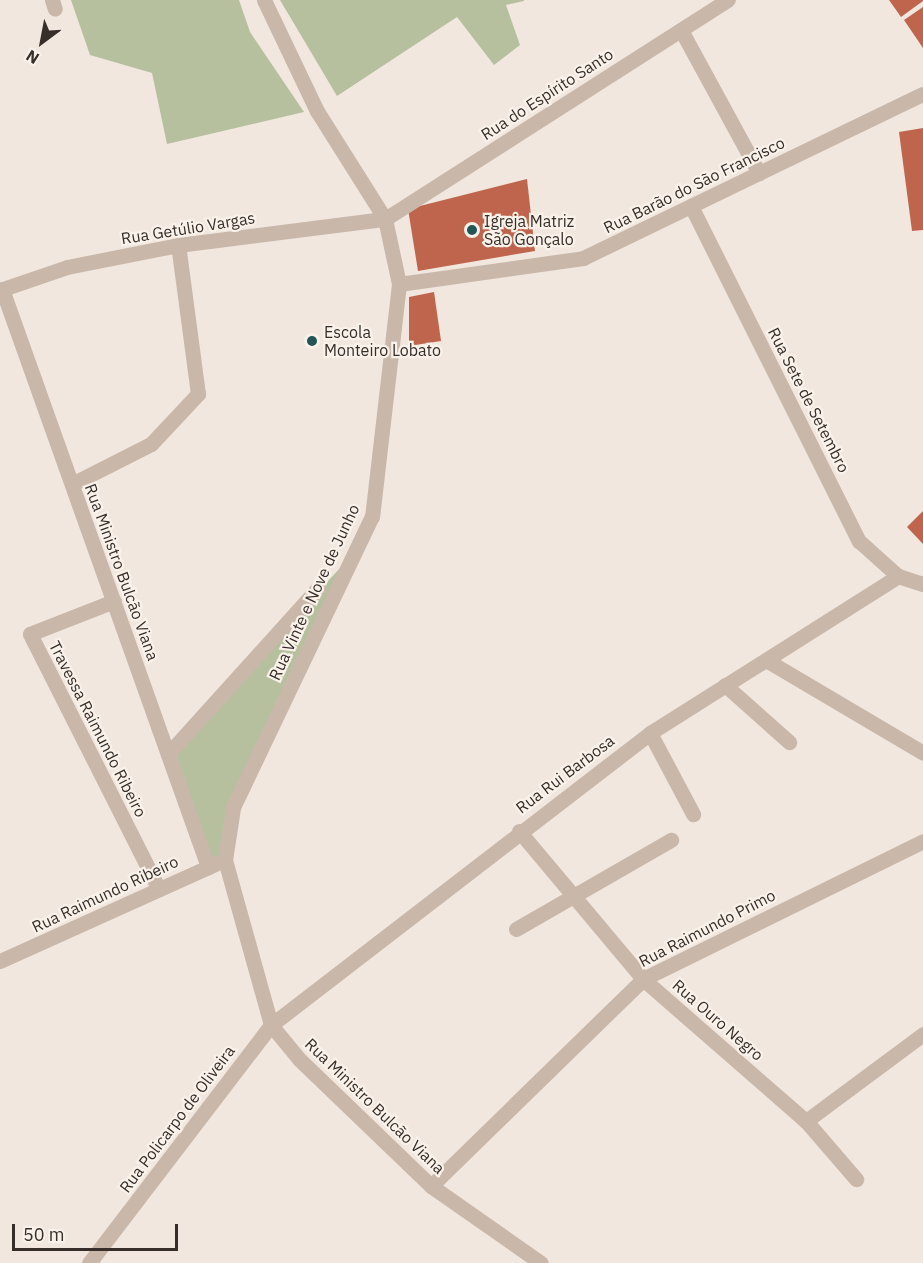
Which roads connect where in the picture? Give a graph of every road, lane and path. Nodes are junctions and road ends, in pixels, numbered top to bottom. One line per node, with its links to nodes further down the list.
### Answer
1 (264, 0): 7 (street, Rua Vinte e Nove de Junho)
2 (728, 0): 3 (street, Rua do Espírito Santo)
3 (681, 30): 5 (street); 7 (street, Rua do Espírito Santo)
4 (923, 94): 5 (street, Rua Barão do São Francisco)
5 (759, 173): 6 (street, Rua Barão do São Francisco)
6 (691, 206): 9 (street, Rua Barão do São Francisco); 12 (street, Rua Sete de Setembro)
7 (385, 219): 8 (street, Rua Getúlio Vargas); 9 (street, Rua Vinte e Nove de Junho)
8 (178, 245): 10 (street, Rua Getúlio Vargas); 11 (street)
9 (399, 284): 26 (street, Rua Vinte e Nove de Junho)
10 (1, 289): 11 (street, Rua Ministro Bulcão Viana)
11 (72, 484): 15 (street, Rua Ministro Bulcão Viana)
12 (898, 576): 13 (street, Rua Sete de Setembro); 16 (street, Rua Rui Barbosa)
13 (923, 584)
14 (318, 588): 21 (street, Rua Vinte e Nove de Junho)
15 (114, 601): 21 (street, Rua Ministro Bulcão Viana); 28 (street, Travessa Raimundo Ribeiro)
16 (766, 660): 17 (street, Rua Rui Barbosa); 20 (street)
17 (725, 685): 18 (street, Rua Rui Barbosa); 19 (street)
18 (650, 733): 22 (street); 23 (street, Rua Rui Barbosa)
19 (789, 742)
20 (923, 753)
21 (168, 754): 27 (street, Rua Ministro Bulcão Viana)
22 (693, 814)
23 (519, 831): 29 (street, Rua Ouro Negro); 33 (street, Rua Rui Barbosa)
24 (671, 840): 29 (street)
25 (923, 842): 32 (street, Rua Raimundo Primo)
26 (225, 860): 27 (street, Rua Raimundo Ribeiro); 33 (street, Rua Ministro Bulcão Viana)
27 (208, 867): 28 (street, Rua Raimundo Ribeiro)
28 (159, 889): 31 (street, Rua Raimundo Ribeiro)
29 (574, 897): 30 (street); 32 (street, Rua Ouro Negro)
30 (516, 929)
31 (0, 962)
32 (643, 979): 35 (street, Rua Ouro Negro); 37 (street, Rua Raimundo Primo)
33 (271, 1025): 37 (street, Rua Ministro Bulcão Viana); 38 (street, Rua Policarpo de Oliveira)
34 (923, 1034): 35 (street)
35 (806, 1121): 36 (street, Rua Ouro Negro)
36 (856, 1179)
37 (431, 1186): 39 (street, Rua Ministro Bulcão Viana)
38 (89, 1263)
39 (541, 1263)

--

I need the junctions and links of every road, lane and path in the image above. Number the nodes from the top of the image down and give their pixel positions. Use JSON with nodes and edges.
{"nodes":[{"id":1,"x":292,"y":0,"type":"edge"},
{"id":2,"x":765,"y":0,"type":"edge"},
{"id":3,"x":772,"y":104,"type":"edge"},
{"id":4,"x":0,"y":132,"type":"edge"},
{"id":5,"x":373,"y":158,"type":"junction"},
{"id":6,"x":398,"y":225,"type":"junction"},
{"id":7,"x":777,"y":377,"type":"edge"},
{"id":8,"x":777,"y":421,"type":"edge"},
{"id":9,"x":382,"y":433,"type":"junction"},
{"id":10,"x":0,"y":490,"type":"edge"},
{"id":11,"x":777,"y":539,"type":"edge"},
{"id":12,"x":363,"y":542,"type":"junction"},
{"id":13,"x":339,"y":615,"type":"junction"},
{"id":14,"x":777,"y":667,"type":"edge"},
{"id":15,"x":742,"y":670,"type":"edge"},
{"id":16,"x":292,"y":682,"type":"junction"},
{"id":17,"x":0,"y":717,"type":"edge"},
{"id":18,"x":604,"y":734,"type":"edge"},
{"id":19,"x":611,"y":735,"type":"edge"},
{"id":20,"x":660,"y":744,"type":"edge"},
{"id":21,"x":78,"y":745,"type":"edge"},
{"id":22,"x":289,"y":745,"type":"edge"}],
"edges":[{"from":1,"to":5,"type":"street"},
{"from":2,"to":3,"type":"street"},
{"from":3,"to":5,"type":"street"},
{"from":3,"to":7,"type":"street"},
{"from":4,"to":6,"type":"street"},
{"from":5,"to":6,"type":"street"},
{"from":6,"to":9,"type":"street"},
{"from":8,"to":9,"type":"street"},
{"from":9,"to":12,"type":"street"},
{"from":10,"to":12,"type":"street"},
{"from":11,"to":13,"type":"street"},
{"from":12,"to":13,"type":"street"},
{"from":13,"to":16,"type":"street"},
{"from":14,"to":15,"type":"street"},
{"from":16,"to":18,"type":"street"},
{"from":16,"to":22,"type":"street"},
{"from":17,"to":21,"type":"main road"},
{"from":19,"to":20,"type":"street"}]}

| WHAT IS BEING ASKED |
Each line of the entries above that contains "road" must be copied into the answer.

| ANSWER TO THIS TASK |
Which roads connect where in the picture? Give a graph of every road, lane and path. Nodes are junctions and road ends, in pixels, numbered top to bottom. One line per node, with its links to nodes further down the list.
I need the junctions and links of every road, lane and path in the image above. Number the nodes from the top of the image down and give their pixel positions. Use JSON with nodes and edges.
{"from":17,"to":21,"type":"main road"},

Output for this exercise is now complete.